*TASK DESCRIPTION*
Report the count of lines below that include "Morales", without any other text.

*RECORDS SUPPLIED*
= Beginning of Section =
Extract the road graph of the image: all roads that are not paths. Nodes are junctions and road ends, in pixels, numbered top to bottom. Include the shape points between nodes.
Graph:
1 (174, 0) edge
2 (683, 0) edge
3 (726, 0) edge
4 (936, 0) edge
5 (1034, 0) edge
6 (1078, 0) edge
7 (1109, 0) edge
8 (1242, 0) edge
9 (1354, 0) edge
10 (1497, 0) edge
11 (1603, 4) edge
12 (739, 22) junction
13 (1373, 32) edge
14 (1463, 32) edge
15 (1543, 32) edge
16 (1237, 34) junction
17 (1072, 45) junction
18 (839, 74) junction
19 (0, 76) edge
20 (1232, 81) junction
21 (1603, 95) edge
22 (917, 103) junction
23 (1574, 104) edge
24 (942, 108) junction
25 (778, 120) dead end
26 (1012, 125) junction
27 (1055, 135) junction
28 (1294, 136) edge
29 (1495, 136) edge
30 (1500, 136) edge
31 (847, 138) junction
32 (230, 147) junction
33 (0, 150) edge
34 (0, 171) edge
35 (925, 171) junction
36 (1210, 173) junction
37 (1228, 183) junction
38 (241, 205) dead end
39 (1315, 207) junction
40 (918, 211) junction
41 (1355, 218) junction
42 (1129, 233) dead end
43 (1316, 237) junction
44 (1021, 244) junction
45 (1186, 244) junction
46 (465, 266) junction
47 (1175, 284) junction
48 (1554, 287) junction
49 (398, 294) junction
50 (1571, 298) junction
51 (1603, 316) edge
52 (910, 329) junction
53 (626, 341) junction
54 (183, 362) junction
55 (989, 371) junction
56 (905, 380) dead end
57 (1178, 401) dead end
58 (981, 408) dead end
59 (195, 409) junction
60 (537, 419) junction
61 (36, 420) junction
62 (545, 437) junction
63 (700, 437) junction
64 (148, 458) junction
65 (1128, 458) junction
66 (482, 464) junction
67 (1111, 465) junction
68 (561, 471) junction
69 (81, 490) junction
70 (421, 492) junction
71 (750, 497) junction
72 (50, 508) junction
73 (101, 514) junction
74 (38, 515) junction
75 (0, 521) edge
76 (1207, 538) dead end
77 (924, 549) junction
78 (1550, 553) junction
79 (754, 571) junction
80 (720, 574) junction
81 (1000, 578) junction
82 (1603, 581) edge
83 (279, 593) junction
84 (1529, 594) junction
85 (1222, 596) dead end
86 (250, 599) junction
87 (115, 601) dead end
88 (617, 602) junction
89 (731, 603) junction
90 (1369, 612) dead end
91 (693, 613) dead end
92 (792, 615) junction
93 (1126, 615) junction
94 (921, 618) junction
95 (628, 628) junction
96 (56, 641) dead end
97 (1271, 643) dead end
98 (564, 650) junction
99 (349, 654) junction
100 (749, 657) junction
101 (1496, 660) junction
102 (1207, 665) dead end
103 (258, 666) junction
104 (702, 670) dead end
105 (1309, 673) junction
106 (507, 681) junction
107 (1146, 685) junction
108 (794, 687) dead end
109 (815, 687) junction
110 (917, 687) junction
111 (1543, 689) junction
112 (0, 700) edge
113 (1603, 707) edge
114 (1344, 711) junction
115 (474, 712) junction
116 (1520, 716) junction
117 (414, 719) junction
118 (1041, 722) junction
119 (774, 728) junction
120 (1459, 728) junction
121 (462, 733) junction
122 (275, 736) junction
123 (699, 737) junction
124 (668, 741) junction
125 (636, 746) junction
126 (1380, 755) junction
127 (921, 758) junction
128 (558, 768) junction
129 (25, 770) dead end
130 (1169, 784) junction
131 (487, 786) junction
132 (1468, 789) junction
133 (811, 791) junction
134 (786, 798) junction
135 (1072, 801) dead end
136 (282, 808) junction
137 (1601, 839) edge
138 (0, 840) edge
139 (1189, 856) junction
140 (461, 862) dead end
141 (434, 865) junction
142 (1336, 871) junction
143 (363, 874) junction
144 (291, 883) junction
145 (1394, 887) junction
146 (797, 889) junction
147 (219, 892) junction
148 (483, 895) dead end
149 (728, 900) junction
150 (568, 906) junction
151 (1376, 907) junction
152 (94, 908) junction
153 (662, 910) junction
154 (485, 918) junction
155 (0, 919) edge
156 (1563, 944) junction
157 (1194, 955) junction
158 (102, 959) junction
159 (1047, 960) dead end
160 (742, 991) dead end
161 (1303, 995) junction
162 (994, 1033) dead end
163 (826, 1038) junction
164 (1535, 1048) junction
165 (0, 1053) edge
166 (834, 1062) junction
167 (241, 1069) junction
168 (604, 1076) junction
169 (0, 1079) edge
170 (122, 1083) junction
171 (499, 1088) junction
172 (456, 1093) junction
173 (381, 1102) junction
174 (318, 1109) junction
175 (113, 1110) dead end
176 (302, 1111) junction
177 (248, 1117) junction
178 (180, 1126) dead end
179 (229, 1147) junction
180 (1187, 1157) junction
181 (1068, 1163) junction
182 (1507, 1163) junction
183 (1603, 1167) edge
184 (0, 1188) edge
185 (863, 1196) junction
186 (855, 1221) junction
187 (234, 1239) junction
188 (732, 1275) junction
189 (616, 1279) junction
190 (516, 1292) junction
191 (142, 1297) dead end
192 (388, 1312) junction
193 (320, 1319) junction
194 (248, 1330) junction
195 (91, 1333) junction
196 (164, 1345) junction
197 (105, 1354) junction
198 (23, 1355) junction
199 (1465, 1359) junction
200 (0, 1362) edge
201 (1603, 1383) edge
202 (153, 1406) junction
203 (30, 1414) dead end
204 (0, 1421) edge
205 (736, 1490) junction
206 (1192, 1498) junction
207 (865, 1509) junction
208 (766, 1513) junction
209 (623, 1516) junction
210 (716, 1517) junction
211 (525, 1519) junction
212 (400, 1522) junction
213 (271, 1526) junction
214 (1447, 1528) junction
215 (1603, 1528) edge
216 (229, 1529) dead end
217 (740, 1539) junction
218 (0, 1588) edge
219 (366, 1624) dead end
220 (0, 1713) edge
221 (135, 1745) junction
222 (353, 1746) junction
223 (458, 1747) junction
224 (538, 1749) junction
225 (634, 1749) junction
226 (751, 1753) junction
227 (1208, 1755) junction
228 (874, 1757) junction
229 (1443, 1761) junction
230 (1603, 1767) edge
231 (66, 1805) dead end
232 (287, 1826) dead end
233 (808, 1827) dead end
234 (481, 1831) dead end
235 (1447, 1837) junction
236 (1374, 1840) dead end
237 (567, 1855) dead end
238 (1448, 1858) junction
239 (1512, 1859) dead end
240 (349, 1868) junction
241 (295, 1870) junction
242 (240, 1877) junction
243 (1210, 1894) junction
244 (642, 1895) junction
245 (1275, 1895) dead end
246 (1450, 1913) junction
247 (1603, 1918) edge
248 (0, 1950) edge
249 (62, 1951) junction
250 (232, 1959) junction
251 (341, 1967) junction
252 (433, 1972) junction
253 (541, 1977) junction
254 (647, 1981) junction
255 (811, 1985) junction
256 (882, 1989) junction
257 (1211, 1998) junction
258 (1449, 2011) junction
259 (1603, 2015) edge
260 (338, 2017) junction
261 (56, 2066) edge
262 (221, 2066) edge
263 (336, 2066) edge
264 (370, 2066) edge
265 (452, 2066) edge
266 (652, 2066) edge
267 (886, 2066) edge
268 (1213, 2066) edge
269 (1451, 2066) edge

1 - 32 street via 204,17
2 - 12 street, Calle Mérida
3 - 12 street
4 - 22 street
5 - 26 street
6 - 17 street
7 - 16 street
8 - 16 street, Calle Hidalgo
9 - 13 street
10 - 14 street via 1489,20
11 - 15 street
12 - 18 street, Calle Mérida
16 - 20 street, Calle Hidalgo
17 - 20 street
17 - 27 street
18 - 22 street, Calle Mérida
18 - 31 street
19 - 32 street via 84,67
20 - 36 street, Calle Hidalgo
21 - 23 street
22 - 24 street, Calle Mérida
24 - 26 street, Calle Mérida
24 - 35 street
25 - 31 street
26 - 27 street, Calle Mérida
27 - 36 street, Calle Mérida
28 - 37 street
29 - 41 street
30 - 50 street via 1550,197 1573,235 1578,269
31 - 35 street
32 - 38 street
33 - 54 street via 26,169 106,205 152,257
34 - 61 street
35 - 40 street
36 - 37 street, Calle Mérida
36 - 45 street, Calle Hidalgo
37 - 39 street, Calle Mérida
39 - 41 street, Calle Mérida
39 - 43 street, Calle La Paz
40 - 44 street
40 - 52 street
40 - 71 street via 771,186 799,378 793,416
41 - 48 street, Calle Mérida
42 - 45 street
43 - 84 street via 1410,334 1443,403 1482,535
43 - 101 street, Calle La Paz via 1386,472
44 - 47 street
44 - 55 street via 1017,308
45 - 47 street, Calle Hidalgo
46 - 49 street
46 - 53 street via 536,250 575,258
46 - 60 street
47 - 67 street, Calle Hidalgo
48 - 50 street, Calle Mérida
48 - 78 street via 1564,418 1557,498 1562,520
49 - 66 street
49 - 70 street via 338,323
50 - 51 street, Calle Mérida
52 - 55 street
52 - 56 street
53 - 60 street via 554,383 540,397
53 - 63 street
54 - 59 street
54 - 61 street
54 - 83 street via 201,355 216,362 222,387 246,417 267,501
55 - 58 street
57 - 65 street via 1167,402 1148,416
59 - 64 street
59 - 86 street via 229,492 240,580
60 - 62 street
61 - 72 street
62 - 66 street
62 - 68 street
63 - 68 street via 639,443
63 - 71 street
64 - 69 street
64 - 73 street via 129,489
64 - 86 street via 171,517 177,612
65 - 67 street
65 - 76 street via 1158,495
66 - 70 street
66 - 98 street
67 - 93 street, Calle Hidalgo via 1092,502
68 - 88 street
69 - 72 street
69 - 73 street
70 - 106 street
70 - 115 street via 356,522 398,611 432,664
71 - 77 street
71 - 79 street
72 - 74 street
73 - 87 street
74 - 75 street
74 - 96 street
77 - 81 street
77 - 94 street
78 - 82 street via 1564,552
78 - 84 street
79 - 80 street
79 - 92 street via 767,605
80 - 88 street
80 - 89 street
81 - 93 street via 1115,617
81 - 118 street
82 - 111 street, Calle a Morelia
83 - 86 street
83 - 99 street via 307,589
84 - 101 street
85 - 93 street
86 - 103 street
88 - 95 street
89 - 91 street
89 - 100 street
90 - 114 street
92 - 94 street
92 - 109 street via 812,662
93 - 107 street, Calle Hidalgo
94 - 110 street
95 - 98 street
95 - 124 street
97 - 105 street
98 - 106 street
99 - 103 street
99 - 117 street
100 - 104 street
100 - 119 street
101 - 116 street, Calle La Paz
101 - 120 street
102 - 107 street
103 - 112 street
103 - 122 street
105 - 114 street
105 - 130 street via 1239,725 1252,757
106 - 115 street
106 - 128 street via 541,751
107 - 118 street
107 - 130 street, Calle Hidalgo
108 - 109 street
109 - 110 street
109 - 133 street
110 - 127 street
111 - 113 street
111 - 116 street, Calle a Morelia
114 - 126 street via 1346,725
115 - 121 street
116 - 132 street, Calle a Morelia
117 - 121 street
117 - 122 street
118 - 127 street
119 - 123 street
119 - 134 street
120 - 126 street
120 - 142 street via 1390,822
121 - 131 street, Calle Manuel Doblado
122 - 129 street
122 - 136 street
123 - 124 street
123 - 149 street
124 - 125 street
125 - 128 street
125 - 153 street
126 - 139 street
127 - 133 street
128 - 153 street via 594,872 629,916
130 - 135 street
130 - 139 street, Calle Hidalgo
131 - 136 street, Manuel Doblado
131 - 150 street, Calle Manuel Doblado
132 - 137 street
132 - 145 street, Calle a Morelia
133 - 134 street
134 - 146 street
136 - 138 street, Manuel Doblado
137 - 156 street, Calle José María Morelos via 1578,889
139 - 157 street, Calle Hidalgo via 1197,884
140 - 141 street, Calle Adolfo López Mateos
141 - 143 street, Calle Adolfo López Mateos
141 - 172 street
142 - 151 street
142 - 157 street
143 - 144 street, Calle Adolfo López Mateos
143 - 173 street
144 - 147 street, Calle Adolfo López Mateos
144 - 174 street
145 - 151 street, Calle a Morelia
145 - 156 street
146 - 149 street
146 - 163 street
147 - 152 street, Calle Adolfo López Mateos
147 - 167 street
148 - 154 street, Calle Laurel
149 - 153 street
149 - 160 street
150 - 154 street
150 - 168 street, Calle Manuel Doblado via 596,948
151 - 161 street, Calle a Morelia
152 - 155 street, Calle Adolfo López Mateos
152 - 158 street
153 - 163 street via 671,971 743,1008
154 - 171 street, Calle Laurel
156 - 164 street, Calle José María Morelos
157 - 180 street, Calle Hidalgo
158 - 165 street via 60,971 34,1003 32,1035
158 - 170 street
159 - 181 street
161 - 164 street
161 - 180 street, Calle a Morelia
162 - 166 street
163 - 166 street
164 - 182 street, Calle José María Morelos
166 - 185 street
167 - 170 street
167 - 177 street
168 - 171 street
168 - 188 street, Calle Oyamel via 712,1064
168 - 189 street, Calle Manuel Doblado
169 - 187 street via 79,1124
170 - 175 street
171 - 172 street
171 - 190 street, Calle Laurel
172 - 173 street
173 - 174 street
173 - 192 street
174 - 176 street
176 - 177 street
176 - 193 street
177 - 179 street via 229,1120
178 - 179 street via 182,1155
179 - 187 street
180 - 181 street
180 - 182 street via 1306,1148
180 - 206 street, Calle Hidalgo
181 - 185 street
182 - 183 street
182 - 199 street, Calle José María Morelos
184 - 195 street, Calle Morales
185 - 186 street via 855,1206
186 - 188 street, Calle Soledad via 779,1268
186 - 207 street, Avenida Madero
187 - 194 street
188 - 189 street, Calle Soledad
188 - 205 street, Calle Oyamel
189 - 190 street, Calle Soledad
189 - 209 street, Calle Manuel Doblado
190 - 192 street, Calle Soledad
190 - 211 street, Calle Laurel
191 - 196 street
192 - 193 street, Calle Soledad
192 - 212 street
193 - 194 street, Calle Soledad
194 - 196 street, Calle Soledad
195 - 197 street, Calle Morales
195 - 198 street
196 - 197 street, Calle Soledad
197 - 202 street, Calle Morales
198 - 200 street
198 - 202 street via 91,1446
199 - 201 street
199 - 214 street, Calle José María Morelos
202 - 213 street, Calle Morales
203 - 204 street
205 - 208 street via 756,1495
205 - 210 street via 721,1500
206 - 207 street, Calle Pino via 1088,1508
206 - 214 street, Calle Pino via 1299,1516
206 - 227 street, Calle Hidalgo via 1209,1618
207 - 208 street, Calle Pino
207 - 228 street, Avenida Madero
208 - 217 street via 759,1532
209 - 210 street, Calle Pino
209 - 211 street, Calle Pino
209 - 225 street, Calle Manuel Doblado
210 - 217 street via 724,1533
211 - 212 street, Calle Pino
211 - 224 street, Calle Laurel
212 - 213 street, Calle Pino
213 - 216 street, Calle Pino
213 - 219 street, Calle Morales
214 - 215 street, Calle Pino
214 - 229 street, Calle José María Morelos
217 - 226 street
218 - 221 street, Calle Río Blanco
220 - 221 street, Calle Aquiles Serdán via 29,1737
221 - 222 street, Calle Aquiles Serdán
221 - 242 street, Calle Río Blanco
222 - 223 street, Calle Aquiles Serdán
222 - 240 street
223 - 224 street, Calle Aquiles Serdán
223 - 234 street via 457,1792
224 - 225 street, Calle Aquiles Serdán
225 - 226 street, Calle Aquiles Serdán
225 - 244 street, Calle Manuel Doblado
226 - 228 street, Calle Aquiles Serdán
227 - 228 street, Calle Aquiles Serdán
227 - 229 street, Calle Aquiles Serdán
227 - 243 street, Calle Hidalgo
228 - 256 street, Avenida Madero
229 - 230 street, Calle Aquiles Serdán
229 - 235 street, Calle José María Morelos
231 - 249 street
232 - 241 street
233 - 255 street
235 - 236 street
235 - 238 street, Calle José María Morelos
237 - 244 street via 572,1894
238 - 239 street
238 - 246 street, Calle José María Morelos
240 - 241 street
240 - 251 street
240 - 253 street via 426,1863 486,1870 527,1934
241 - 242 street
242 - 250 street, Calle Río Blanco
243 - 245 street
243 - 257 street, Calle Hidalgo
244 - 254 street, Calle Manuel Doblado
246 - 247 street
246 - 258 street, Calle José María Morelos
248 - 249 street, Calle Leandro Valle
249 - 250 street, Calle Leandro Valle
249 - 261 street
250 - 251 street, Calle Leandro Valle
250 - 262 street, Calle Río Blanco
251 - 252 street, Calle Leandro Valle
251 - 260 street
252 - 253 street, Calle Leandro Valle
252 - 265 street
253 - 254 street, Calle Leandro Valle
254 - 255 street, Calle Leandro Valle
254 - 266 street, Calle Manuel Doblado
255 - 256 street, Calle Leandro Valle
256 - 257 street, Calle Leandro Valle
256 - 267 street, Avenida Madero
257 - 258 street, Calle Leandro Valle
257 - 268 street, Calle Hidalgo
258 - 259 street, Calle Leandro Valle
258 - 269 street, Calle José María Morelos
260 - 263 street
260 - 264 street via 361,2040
= End of Section =
*RESPONSE AREA*
5